§ EXERCISE PROMPT
Could you repeat all of the entries word for word, minus any pictures?

(Stored data entries)
.....

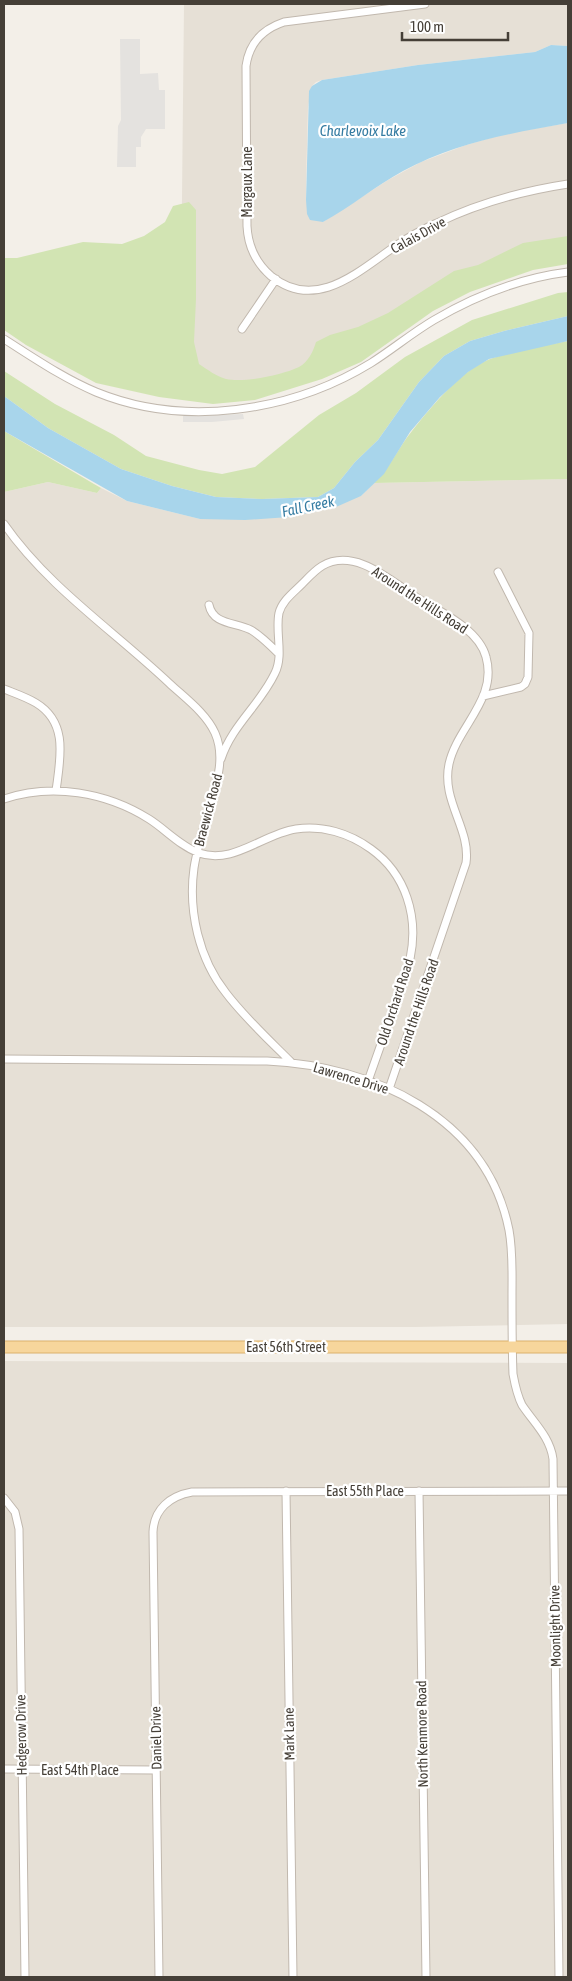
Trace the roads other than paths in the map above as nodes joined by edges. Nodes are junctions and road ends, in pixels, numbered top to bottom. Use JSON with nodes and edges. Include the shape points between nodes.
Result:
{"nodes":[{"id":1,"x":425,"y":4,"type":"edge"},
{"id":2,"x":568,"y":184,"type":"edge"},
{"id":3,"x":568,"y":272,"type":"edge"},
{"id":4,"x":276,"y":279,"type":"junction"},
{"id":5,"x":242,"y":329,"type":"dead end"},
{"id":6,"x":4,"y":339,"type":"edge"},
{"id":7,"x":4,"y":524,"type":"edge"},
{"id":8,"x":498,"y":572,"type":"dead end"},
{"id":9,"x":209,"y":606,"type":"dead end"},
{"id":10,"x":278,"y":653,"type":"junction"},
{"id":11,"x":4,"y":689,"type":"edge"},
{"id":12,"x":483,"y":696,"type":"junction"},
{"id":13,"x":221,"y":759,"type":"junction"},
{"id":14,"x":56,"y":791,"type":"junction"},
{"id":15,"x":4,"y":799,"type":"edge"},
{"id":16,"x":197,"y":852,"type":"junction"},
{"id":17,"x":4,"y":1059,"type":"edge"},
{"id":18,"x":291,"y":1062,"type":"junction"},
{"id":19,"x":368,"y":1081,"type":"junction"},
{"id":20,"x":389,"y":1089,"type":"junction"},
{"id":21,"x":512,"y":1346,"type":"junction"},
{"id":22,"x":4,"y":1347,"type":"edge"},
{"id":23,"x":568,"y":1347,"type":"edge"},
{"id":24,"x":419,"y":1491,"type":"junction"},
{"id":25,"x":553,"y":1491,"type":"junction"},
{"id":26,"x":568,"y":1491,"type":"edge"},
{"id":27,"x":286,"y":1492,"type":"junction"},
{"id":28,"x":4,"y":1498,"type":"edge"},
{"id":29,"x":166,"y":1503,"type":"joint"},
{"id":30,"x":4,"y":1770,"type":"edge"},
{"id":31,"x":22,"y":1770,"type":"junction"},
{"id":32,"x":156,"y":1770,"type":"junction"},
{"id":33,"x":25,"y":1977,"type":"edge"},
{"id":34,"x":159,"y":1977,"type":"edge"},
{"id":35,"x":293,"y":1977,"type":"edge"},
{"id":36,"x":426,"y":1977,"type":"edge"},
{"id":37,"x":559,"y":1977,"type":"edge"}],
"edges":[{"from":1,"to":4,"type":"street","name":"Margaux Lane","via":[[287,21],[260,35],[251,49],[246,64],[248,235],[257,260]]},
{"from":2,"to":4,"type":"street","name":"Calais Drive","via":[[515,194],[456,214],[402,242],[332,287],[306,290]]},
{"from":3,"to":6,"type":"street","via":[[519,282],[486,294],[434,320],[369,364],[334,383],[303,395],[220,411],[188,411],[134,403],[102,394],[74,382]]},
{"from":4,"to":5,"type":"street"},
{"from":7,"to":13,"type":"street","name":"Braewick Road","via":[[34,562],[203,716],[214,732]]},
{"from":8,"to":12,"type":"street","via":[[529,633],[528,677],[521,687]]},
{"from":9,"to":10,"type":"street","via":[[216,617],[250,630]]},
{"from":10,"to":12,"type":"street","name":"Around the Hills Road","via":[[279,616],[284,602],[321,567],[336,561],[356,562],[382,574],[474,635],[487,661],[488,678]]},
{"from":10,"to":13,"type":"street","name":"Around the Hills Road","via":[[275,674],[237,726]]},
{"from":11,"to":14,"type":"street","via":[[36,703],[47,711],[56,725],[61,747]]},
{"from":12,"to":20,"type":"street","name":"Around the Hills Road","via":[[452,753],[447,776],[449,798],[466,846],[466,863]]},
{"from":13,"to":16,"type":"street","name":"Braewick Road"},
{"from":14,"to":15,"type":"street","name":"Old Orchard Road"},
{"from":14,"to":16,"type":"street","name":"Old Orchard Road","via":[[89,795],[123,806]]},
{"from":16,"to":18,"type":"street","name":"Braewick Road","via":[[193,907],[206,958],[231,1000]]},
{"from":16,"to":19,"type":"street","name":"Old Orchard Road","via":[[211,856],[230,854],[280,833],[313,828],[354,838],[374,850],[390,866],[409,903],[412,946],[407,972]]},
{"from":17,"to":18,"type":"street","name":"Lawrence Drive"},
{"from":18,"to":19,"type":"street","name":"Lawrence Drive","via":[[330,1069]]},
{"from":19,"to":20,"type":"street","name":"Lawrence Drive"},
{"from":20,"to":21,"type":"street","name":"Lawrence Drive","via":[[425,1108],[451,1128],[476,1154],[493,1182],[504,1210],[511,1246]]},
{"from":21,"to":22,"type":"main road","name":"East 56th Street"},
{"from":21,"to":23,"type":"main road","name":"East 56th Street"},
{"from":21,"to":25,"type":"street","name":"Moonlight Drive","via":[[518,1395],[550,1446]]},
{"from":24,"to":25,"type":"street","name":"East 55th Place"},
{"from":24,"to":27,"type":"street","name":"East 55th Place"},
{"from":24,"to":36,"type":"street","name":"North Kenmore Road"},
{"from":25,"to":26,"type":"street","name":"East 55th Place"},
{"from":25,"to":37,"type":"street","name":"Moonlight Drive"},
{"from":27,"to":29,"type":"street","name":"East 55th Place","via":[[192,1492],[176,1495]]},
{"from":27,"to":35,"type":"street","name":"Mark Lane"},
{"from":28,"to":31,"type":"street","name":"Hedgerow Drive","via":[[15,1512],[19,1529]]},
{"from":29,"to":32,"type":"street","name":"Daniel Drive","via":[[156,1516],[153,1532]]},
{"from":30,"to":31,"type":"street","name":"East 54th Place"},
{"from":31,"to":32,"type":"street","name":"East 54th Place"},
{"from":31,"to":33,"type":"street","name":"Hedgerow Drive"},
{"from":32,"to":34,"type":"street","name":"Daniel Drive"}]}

.....

§ WRITTEN REPLY
Trace the roads other than paths in the map above as nodes joined by edges. Nodes are junctions and road ends, in pixels, numbered top to bottom. Use JSON with nodes and edges. Include the shape points between nodes.
Result:
{"nodes":[{"id":1,"x":425,"y":4,"type":"edge"},
{"id":2,"x":568,"y":184,"type":"edge"},
{"id":3,"x":568,"y":272,"type":"edge"},
{"id":4,"x":276,"y":279,"type":"junction"},
{"id":5,"x":242,"y":329,"type":"dead end"},
{"id":6,"x":4,"y":339,"type":"edge"},
{"id":7,"x":4,"y":524,"type":"edge"},
{"id":8,"x":498,"y":572,"type":"dead end"},
{"id":9,"x":209,"y":606,"type":"dead end"},
{"id":10,"x":278,"y":653,"type":"junction"},
{"id":11,"x":4,"y":689,"type":"edge"},
{"id":12,"x":483,"y":696,"type":"junction"},
{"id":13,"x":221,"y":759,"type":"junction"},
{"id":14,"x":56,"y":791,"type":"junction"},
{"id":15,"x":4,"y":799,"type":"edge"},
{"id":16,"x":197,"y":852,"type":"junction"},
{"id":17,"x":4,"y":1059,"type":"edge"},
{"id":18,"x":291,"y":1062,"type":"junction"},
{"id":19,"x":368,"y":1081,"type":"junction"},
{"id":20,"x":389,"y":1089,"type":"junction"},
{"id":21,"x":512,"y":1346,"type":"junction"},
{"id":22,"x":4,"y":1347,"type":"edge"},
{"id":23,"x":568,"y":1347,"type":"edge"},
{"id":24,"x":419,"y":1491,"type":"junction"},
{"id":25,"x":553,"y":1491,"type":"junction"},
{"id":26,"x":568,"y":1491,"type":"edge"},
{"id":27,"x":286,"y":1492,"type":"junction"},
{"id":28,"x":4,"y":1498,"type":"edge"},
{"id":29,"x":166,"y":1503,"type":"joint"},
{"id":30,"x":4,"y":1770,"type":"edge"},
{"id":31,"x":22,"y":1770,"type":"junction"},
{"id":32,"x":156,"y":1770,"type":"junction"},
{"id":33,"x":25,"y":1977,"type":"edge"},
{"id":34,"x":159,"y":1977,"type":"edge"},
{"id":35,"x":293,"y":1977,"type":"edge"},
{"id":36,"x":426,"y":1977,"type":"edge"},
{"id":37,"x":559,"y":1977,"type":"edge"}],
"edges":[{"from":1,"to":4,"type":"street","name":"Margaux Lane","via":[[287,21],[260,35],[251,49],[246,64],[248,235],[257,260]]},
{"from":2,"to":4,"type":"street","name":"Calais Drive","via":[[515,194],[456,214],[402,242],[332,287],[306,290]]},
{"from":3,"to":6,"type":"street","via":[[519,282],[486,294],[434,320],[369,364],[334,383],[303,395],[220,411],[188,411],[134,403],[102,394],[74,382]]},
{"from":4,"to":5,"type":"street"},
{"from":7,"to":13,"type":"street","name":"Braewick Road","via":[[34,562],[203,716],[214,732]]},
{"from":8,"to":12,"type":"street","via":[[529,633],[528,677],[521,687]]},
{"from":9,"to":10,"type":"street","via":[[216,617],[250,630]]},
{"from":10,"to":12,"type":"street","name":"Around the Hills Road","via":[[279,616],[284,602],[321,567],[336,561],[356,562],[382,574],[474,635],[487,661],[488,678]]},
{"from":10,"to":13,"type":"street","name":"Around the Hills Road","via":[[275,674],[237,726]]},
{"from":11,"to":14,"type":"street","via":[[36,703],[47,711],[56,725],[61,747]]},
{"from":12,"to":20,"type":"street","name":"Around the Hills Road","via":[[452,753],[447,776],[449,798],[466,846],[466,863]]},
{"from":13,"to":16,"type":"street","name":"Braewick Road"},
{"from":14,"to":15,"type":"street","name":"Old Orchard Road"},
{"from":14,"to":16,"type":"street","name":"Old Orchard Road","via":[[89,795],[123,806]]},
{"from":16,"to":18,"type":"street","name":"Braewick Road","via":[[193,907],[206,958],[231,1000]]},
{"from":16,"to":19,"type":"street","name":"Old Orchard Road","via":[[211,856],[230,854],[280,833],[313,828],[354,838],[374,850],[390,866],[409,903],[412,946],[407,972]]},
{"from":17,"to":18,"type":"street","name":"Lawrence Drive"},
{"from":18,"to":19,"type":"street","name":"Lawrence Drive","via":[[330,1069]]},
{"from":19,"to":20,"type":"street","name":"Lawrence Drive"},
{"from":20,"to":21,"type":"street","name":"Lawrence Drive","via":[[425,1108],[451,1128],[476,1154],[493,1182],[504,1210],[511,1246]]},
{"from":21,"to":22,"type":"main road","name":"East 56th Street"},
{"from":21,"to":23,"type":"main road","name":"East 56th Street"},
{"from":21,"to":25,"type":"street","name":"Moonlight Drive","via":[[518,1395],[550,1446]]},
{"from":24,"to":25,"type":"street","name":"East 55th Place"},
{"from":24,"to":27,"type":"street","name":"East 55th Place"},
{"from":24,"to":36,"type":"street","name":"North Kenmore Road"},
{"from":25,"to":26,"type":"street","name":"East 55th Place"},
{"from":25,"to":37,"type":"street","name":"Moonlight Drive"},
{"from":27,"to":29,"type":"street","name":"East 55th Place","via":[[192,1492],[176,1495]]},
{"from":27,"to":35,"type":"street","name":"Mark Lane"},
{"from":28,"to":31,"type":"street","name":"Hedgerow Drive","via":[[15,1512],[19,1529]]},
{"from":29,"to":32,"type":"street","name":"Daniel Drive","via":[[156,1516],[153,1532]]},
{"from":30,"to":31,"type":"street","name":"East 54th Place"},
{"from":31,"to":32,"type":"street","name":"East 54th Place"},
{"from":31,"to":33,"type":"street","name":"Hedgerow Drive"},
{"from":32,"to":34,"type":"street","name":"Daniel Drive"}]}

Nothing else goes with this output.